Additionally, the AnnouncingClock_Eventing.html, SecondTracker.html and AnnouncingClock_Advanced.html files instantiate the Ozone.eventing.widget object, which takes a path as an argument. The path used must be from the context root of the local widget.

#3 Updating OWF JavaScript Includes

The simplest way to upgrade a widget’s OWF JavaScript includes is to replace all OWF JavaScript includes with the list found in the Widget Best Practices (on the Creating a Widget page). This mass change will ensure that all JavaScript includes are accounted for. If a smaller list is required for specific functionality, please refer to the appropriate feature section.

#4 Upgrade Eventing Relay File

New JavaScript libraries have been introduced. These libraries will need to be re-deployed to every Web server which hosts widgets for OWF. The new libraries are located in \javascript.
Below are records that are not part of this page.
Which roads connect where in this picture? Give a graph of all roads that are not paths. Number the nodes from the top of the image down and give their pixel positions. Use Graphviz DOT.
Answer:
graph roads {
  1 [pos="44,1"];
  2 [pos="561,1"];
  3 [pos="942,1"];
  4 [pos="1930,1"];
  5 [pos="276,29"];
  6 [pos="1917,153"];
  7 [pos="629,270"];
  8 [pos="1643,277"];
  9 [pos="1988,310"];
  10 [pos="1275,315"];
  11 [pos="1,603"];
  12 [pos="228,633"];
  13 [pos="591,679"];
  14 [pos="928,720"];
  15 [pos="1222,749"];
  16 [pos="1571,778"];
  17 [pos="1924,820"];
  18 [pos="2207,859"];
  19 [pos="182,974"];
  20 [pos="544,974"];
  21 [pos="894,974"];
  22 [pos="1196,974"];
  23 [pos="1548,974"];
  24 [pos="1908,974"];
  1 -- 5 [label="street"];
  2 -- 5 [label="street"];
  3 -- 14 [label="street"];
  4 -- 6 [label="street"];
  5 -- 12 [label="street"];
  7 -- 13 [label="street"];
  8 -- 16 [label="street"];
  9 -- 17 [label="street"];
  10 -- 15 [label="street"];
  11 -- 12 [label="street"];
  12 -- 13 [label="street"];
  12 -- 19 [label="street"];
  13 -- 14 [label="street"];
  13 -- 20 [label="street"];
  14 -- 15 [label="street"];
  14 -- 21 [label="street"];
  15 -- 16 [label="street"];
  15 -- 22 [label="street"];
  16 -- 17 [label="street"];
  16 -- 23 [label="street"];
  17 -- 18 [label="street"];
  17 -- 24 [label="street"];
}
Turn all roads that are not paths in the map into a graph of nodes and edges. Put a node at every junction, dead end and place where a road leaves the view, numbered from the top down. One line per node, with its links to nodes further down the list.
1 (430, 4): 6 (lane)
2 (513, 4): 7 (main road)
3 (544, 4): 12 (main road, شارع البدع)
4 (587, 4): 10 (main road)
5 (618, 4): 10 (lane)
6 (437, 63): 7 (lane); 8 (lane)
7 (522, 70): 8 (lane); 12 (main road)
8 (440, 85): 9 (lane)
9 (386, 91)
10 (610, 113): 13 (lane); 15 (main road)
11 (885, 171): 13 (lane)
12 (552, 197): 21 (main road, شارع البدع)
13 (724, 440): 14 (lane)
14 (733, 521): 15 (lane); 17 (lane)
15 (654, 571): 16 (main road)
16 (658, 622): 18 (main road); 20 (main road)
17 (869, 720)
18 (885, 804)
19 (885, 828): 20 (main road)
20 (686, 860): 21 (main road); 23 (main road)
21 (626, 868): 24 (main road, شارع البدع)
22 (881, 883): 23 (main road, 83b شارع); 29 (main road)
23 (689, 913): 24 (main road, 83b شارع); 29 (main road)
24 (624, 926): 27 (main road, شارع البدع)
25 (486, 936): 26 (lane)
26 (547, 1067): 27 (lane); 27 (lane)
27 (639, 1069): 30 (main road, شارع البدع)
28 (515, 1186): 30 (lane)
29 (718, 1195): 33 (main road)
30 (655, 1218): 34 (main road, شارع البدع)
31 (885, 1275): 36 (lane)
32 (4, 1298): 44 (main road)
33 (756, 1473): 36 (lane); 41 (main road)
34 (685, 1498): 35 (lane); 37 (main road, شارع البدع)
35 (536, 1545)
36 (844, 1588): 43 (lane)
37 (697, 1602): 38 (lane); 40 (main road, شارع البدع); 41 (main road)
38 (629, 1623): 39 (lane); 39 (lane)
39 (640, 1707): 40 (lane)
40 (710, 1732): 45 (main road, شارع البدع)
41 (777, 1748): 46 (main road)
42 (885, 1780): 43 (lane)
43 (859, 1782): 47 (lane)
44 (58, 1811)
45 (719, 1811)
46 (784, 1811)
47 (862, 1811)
#5 Preference API behavior change

In prior versions of OWF an attempt to retrieve or delete a nonexistent preference resulted in an error. Starting with OWF 3.3, the Preference API considers retrieving or deleting a preference that does not exist, a “success” and calls the onSuccess callback with an “undefined” value. For example, the getUserPreference() method in the Preferences API will return an empty object when the requested named property is not found.

There have also been a few method changes in the Preference API. The methods putUserPreference and createOrUpdateUserPreference have been removed in favor of setUserPreference. Additionally, all methods now take a JSON configuration object as a parameter. See Adding the Preferences API to a Widget for more details.